Une circulaire du 3 février 2012 a précisé que seules les constructions dont « aucun élément ne dépasse du niveau du sol » ne sont constitutives d’aucune emprise au sol, étant précisé que tant « la surélévation par rapport au terrain » que « les fondations profondes » sont prises en compte pour déterminer ladite emprise au sol.

Bien évidemment, tous les opérateurs ont immédiatement soutenu que les dalles supportant les antennes ne dépassaient pas le niveau du sol, et plusieurs juridictions les ont suivis sur ce point (TA Caen, 5 novembre 2013, n°1201811 ; TA Versailles, 13 janvier 2014, n°1307148 ; TA Melun, 23 juillet 2014, n°1400670).

C’est pourtant la solution inverse que retient le Tribunal administratif de Lille dans les espèces commentées, en considérant que les dalles de béton sont bel et bien constitutives d’emprise au sol :
« Considérant, qu’il ressort des pièces du dossier que la société SFR a déposé deux déclarations préalables successives à la mairie de Prémesques en vue de construire une antenne de relais de téléphonie mobile composée, d’une part, d’un pylône de radiotéléphonie d’une hauteur de 25 mètres et, d’autre part, d’installations techniques, l’ensemble reposant sur une dalle de béton d’une surface initialement prévue de 15 m2, comme cela ressort des indications figurant sur le plan de masse, puis de 19,60 m2, avec clôture en pourtour du site ; que la dalle de béton ainsi prévue, et dont les requérants allèguent sans être contredit que sa réalisation nécessite des fondations de plusieurs dizaines de centimètres de profondeur, est constitutive d’emprise au sol dès lors qu’elle forme avec le mât et les installations techniques qu’elle supporte un ensemble fonctionnel indissociable ; que, par suite, en raison du lien fonctionnel entre les deux ouvrages, leur conférant le caractère d’une seule construction pour l’application des dispositions du c) de l’article R. 421-9 du code de l’urbanisme, les requérants sont fondés à soutenir que les travaux projetés par la société SFR ne relevaient pas du régime de la déclaration préalable ; que, dès lors, le maire de la commune de Prémesques devait s’opposer aux travaux déclarés ; qu’il résulte de ce qui précède que les arrêtés du 13 juillet 2012 et du 11 octobre 2012 par lesquels le maire de la commune de Prémesques ne s’est pas opposé aux deux déclarations préalables de travaux déposées par la société SFR en vue de l’implantation d’un relais de radiotéléphonie sont entachés d’illégalité et doivent, par suite, être annulés ; »

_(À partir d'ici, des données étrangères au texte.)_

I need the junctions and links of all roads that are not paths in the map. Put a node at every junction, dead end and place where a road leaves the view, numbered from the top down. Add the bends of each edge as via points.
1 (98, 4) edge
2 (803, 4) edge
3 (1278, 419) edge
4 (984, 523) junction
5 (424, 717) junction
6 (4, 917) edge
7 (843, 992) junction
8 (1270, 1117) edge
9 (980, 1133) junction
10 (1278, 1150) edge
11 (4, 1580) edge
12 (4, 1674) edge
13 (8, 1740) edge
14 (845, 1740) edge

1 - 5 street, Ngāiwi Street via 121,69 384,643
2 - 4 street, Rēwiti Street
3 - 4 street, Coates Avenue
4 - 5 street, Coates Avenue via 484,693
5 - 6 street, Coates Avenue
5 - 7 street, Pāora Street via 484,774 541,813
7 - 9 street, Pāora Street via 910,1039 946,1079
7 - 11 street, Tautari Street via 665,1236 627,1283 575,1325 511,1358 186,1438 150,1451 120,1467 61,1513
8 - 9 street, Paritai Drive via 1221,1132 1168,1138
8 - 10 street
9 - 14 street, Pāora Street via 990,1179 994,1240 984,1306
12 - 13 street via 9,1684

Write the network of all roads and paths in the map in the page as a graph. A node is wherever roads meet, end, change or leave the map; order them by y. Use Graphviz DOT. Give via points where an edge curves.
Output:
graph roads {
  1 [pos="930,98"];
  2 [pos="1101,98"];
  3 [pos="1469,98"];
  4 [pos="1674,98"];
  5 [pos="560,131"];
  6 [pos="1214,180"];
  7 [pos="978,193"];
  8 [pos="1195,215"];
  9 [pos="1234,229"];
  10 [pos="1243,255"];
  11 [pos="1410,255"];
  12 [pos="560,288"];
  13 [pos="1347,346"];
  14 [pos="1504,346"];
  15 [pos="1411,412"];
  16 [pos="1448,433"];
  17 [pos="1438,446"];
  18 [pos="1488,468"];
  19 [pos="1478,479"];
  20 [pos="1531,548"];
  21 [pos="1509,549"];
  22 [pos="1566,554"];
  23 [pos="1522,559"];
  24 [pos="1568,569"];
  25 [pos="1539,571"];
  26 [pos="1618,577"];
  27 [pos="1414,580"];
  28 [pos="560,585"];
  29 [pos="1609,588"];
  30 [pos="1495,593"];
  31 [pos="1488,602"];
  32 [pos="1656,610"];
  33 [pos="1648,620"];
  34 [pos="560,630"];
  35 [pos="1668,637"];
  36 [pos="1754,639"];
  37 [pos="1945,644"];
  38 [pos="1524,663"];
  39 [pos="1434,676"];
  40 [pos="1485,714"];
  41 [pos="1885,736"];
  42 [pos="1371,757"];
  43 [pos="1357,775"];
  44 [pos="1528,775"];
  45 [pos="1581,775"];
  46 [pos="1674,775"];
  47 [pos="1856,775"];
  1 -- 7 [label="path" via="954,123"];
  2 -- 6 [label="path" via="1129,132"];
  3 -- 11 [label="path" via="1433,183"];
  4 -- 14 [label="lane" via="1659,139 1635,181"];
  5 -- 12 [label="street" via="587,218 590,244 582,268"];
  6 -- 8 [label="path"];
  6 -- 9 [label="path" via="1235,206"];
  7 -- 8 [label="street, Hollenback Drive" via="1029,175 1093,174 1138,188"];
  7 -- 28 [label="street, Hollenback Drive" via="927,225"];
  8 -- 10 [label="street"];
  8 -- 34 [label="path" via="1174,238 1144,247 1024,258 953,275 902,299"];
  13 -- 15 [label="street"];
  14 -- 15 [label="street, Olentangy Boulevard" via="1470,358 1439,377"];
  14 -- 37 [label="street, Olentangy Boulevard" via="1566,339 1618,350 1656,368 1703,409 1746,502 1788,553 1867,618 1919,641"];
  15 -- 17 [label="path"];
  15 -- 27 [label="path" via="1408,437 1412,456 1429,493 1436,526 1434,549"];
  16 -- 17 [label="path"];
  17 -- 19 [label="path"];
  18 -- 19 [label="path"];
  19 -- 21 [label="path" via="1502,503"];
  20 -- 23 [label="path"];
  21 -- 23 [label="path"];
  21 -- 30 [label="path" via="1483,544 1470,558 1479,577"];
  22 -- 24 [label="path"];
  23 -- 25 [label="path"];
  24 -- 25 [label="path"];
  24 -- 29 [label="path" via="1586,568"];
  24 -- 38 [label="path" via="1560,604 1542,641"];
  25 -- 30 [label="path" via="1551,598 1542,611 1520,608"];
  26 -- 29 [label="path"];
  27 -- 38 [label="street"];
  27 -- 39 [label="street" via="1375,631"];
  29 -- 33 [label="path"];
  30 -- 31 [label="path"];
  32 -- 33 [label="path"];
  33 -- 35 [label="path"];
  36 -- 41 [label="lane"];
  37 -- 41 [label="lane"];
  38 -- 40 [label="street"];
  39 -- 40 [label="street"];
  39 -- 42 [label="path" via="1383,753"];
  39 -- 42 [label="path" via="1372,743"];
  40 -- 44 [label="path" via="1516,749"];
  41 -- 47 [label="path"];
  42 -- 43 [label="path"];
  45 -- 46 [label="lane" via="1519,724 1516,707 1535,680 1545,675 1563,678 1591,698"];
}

« Considérant qu’il résulte de la combinaison des dispositions qui précèdent que les antennes relais de téléphonie mobile dont la hauteur est supérieure à douze mètres et dont les installations techniques nécessaires à leur fonctionnement entraînent la création d’une emprise au sol de plus de cinq mètres carrés n’entrent pas, dès lors qu’elles constituent entre elles un ensemble fonctionnel indissociable, dans le champ des exceptions prévues au c) de l’article R. 421-9 du code de l’urbanisme et doivent faire l’objet d’un permis de construire en vertu de l’article R. 421-1 du même code ; qu’il ressort des pièces du dossier que la société Orange France a déposé une déclaration préalable à la mairie d’Halluin en vue de construire une antenne relais de téléphonie mobile composée, d’une part, d’un pylône de radiotéléphonie d’une hauteur de 17 mètres reposant sur une dalle enterrée d’une surface de 7,5 m2, et, d’autre part, d’installations techniques avec clôture en pourtour du site, reposant sur une dalle de béton d’une surface de 16 m2 ; que, contrairement à ce que soutient la société Orange France, les dalles de béton ainsi prévues sont constitutives d’emprise au sol dès lors qu’elles forment avec le mât et les installations techniques qu’elles supportent un ensemble fonctionnel indissociable ; que, par suite, en raison du lien fonctionnel entre le pylône, les installations techniques et la dalle de béton, leur conférant le caractère d’une seule construction pour l’application des dispositions du c) de l’article R. 421-9 du code de l’urbanisme, la commune est fondée à soutenir que les travaux projetés par la société Orange France ne relevaient pas du régime de la déclaration préalable mais devaient faire l’objet d’un permis de construire ; que, dès lors, le maire de la commune d’Halluin était tenu de s’opposer aux travaux déclarés, et ceci quels que soient les motifs fondant la décision attaquée ; (TA Lille, 17 septembre 2015, n°1300737)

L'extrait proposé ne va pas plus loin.